Het eenvoudigste vind ik, eerlijk gezegd, dat als dit zich zou voordoen, in de loonadministratie van de werkgever het tegenbewijs ligt. Hierdoor lijkt mij ook niet direct relevant de relatie die mevrouw Gelderblom legde met artikel 23. Indien het buiten de schuld van de werkgever zou gebeuren dat die bepaling van toepassing zou zijn, als zich al gevallen zouden voordoen die mevrouw Gelderblom vreest of waarvoor zij in ieder geval aandacht vraagt, dan zal dat tegenbewijs in de jurisprudentie tot uitdrukking moeten komen. Ik geloof niet dat wij daar nu nog een regel aan zouden kunnen toevoegen en dat een interpretatie nu net iets te ver gaat op dit punt. Nogmaals, ik heb geen aanleiding om te veronderstellen dat de situatie waarvoor mevrouw Gelderblom aandacht vroeg, zich zal voordoen.

Dan heeft mevrouw Gelderblom het gehad over het inderdaad boeiende fenomeen van de musici en artiesten in relatie tot het prioriteitgenietend aanbod. De Tweede Kamer had hier ook grote belangstelling voor. Wij zijn toen afgedaald in de vraag wie welke voorkeur voor welke kunstuiting heeft en hebben toen vastgesteld dat dit een behoorlijke subjectieve dimensie heeft. Op basis daarvan zijn nog besprekingen gaande met het Werkgeversoverleg podiumkunsten om tot een zekere kwalitatieve weging te komen bij de beoordeling die uiteindelijk zal moeten leiden tot een antwoord op de vraag of terecht geen voorrang is gegeven aan prioriteitgenietend aanbod. Ik zeg daar wel bij dat schermen met kwaliteit geen truc mag worden – oneerbiedig gezegd – om regulering te ontduiken. Dat heeft mevrouw Gelderblom echter ook niet gevraagd. Ook op dit terrein is een zekere regulering nodig. Ik geloof evenwel dat het door dat overleg – de resultaten daarvan zullen te zijner tijd kenbaar worden gemaakt aan de uitvoerende instanties – mogelijk moet zijn om op dit punt tot een bevredigende regeling te komen. Ik ben ook van plan om de uitvoeringsregeling die uit dat overleg zal resulteren, te zijner tijd in de Staatscourant te publiceren. En dan maar hopen dat het cultuuraanbod uit het buitenland in Nederland de komende jaren geen merkbare verandering ondergaat. Ik verheug mij in ieder geval niet op zo'n resultaat.

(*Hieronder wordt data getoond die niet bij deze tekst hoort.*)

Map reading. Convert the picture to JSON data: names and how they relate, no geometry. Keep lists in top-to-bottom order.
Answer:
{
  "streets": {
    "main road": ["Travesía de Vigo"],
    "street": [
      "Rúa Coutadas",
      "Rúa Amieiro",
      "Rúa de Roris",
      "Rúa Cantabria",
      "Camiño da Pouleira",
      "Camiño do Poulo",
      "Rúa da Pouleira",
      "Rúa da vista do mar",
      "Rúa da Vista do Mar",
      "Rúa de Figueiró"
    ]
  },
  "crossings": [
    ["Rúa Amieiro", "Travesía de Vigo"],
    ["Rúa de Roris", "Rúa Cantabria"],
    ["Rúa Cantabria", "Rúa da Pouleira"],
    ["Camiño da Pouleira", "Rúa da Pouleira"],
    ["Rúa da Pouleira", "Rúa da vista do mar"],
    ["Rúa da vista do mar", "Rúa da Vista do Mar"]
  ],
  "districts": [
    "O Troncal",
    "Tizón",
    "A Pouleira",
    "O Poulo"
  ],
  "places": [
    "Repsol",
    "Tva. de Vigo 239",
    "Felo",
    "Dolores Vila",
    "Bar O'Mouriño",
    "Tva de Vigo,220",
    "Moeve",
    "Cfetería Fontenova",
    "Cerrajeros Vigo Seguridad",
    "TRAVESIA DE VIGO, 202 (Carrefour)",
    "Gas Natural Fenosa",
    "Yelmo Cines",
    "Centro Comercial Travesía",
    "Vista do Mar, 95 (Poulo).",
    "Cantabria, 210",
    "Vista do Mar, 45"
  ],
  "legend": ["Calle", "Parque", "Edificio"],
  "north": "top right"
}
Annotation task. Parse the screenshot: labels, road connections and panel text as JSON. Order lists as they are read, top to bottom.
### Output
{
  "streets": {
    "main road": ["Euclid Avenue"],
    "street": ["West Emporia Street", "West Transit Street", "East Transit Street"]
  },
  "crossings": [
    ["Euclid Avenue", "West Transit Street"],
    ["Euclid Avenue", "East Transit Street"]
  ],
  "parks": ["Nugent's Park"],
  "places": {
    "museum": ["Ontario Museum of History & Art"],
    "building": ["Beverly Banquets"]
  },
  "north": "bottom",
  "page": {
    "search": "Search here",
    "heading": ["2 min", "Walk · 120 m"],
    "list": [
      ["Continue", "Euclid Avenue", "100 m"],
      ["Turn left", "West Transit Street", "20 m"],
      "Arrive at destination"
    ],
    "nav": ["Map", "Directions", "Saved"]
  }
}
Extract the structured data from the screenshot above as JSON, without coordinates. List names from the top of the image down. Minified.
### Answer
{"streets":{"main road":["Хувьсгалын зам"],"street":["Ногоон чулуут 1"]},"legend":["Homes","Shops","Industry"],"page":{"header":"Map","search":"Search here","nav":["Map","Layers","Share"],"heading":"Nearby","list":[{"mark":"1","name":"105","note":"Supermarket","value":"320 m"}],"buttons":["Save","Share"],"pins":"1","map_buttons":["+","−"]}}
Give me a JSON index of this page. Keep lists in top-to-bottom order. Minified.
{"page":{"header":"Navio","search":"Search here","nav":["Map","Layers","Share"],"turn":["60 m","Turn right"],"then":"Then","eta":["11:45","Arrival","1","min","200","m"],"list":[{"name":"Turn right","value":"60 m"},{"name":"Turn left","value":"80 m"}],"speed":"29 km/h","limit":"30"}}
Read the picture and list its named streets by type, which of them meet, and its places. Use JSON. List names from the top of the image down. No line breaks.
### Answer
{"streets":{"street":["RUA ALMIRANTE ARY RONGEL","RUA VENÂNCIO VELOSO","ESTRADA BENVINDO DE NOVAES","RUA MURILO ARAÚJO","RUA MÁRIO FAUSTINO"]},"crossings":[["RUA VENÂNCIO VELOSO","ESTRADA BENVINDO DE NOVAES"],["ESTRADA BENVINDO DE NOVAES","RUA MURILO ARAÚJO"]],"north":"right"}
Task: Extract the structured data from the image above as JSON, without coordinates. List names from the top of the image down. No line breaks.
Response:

Wat de zeevarenden betreft, kan ik kortheidshalve verwijzen naar wat ik daarover in de Tweede Kamer heb gezegd. In eerste instantie is nu mijn collega van Verkeer en Waterstaat in overleg met de Tweede Kamer aan bod om een aantal aspecten betreffende de specifieke positie van zeevarenden, te bespreken. Zo nodig, vindt een terugkoppeling daarvan naar deze wetgeving plaats. In theorie zou dat tot aanpassing kunnen leiden. De bal ligt nu echter eerst daar; dat is overigens in goed overleg met de minister van Verkeer en Waterstaat gedaan.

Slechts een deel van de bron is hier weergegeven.